Of course, the main concern is keeping everyone safe, Fischer emphasizes. That’s why circles will be drawn on the grass, separated by six feet at least, for groups who know each other and can feel safe as they gather to watch.

Those who attend are encouraged to bring blankets or folding chairs. In truth, though, the entire Quad will be open for people to watch. The actors will maintain their social distance on stage and will not be wearing masks.

“We’ve choreographed this within an inch of our lives,” Fischer says. “I stole the circle idea from (New York’s) Central Park. So if you have suitemates you know and are comfortable with, you can be in the same pod.

“The plan at present is to allow the public to come as long as they respect the distance,” he continues. “We’re going to have theatre students serve as ushers and ask if people are together. We wanted to get a handle on keeping some sense of order on the lawn, and people will be able to hear it and see it from anywhere on the Quad.”

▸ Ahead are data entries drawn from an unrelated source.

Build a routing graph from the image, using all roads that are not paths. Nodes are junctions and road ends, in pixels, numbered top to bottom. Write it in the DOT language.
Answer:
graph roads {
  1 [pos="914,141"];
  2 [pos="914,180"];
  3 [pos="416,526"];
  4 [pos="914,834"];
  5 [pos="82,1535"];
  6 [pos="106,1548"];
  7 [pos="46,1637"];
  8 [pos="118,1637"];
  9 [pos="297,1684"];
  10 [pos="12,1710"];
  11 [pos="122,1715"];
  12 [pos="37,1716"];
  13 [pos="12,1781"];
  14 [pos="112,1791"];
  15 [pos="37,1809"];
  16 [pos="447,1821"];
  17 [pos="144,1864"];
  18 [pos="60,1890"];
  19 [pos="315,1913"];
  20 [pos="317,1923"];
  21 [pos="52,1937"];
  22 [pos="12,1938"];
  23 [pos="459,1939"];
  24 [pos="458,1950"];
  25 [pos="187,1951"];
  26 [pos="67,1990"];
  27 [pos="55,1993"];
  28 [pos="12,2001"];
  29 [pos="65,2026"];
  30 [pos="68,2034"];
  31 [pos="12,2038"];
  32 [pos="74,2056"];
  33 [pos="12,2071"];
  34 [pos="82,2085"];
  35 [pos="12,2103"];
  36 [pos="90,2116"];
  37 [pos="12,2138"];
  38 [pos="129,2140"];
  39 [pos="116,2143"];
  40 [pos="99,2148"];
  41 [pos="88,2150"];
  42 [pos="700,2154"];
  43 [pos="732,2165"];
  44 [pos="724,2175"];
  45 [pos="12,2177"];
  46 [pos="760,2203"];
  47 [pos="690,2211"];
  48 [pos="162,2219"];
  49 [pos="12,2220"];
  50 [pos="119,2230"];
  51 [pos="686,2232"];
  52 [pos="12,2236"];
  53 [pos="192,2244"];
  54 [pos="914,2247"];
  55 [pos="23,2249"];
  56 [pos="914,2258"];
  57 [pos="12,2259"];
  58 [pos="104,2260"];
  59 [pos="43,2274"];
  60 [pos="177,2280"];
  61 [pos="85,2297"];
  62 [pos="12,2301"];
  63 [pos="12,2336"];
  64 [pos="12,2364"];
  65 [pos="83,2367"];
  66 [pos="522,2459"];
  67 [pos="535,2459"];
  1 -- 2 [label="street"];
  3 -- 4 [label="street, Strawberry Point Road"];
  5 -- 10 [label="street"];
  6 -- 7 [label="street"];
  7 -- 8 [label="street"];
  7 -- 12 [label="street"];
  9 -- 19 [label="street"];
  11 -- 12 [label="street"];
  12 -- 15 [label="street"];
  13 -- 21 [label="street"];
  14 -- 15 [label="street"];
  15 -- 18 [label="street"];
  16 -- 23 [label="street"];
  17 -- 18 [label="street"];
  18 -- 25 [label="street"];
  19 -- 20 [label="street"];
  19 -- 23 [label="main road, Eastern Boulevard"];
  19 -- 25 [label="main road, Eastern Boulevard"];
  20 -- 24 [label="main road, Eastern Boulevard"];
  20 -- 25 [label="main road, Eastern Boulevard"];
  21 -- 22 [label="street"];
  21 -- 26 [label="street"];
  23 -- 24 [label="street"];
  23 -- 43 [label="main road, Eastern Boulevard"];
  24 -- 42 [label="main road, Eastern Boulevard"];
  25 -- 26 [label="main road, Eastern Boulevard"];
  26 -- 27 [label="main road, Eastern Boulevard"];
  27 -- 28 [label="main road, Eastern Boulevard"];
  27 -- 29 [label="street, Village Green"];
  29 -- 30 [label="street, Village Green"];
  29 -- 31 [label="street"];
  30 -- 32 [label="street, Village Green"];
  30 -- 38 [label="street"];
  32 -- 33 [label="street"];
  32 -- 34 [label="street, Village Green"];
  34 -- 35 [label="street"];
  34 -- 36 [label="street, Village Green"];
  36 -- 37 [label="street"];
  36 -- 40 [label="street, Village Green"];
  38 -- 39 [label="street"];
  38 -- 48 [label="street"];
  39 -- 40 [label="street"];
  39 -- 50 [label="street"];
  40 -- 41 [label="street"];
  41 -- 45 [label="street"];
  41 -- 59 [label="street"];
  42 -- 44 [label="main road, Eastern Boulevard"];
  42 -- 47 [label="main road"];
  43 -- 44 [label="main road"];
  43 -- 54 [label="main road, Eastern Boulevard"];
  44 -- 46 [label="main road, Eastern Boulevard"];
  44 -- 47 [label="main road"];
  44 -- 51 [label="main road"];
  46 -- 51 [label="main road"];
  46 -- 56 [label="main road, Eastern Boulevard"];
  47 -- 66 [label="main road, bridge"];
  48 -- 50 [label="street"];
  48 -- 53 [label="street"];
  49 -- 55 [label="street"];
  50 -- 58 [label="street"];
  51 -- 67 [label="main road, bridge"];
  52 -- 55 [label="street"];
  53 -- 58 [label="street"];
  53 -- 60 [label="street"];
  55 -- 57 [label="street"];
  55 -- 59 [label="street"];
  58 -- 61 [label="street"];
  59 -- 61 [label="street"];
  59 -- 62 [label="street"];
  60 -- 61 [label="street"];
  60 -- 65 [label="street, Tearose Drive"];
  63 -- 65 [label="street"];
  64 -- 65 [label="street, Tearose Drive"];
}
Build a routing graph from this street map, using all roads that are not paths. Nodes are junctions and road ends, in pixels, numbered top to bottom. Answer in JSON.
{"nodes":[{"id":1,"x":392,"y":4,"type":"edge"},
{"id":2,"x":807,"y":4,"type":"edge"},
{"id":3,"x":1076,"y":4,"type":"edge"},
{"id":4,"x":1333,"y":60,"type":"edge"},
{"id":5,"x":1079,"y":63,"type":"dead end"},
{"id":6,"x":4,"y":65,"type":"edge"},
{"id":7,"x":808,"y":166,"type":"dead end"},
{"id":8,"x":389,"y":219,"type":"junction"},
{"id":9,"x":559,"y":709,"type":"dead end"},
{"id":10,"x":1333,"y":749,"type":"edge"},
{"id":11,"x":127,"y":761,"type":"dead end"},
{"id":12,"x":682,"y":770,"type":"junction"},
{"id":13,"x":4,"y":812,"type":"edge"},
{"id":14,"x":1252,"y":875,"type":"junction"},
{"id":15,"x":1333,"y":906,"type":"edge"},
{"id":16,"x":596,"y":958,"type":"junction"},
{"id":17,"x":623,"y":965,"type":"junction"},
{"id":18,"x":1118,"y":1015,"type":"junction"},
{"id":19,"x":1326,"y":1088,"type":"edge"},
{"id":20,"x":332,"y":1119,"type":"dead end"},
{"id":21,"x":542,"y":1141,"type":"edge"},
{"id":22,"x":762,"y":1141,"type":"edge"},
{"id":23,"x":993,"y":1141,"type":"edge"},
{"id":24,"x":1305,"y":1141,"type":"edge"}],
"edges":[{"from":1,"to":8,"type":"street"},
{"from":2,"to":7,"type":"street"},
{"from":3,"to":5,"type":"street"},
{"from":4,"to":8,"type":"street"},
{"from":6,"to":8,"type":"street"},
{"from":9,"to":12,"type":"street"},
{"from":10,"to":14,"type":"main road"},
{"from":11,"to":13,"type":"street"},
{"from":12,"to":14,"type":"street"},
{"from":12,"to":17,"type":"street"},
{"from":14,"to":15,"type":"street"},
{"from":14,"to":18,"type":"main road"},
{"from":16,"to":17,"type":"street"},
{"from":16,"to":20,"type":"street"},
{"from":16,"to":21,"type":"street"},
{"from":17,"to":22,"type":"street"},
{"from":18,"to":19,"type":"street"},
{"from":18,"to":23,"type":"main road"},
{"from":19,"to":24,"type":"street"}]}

Albion’s decision to go ahead with a fall production in the middle of a pandemic has stunned some of his fellow collegiate theatre department heads.

“I told one college what we were doing,” Fischer says, “and they said, ‘You guys are doing what?’ What’s basically happened is we were able to do this because we cast in April and have been designing and working all summer, where most programs are starting from scratch at the beginning of the school year. We’re pretty excited we were able to get our ducks in a row. We’ve got our fingers crossed.”

And that’s the major cloud hanging over the production. Fischer knows, as do the administration and students, that a ramp-up in COVID-19 infection on campus could change everything.

As well, performing outdoors in the sometimes finicky Michigan weather could be a challenge. If there are weather issues, the shows will be rescheduled for the following weekend of September 25-27. If it rains during a performance, decisions will be made at the time, Fischer says.

The play itself is amazingly topical, focusing on an African American brother and sister and the race riot that broke out in Detroit in 1967. And it’s especially relevant after America’s traumatic spring and summer that has seen racial turmoil and protests in Portland, Ore., Kenosha, Wis., Minneapolis and many other places.

“When I read the play it blew my mind,” Fischer recalls. “It was the most exciting thing I’d read in a year or two. After I finished I said, ‘This is the perfect play for us.’ It’s a fantastic story and it’s important.”

It’s a story taking place during a challenging time and maybe that’s all the more reason for it to be performed, because, as Fischer sees it, sometimes you just need to see the show go on.

“A lot can happen,” he says. “It feels like we’ve been doing this for six months but I think it’s a really hopeful thing. And if it goes off, it will be a really nice moment for theatre and for our campus and community who have been missing the experience of live performance. I hope people are inspired by it.”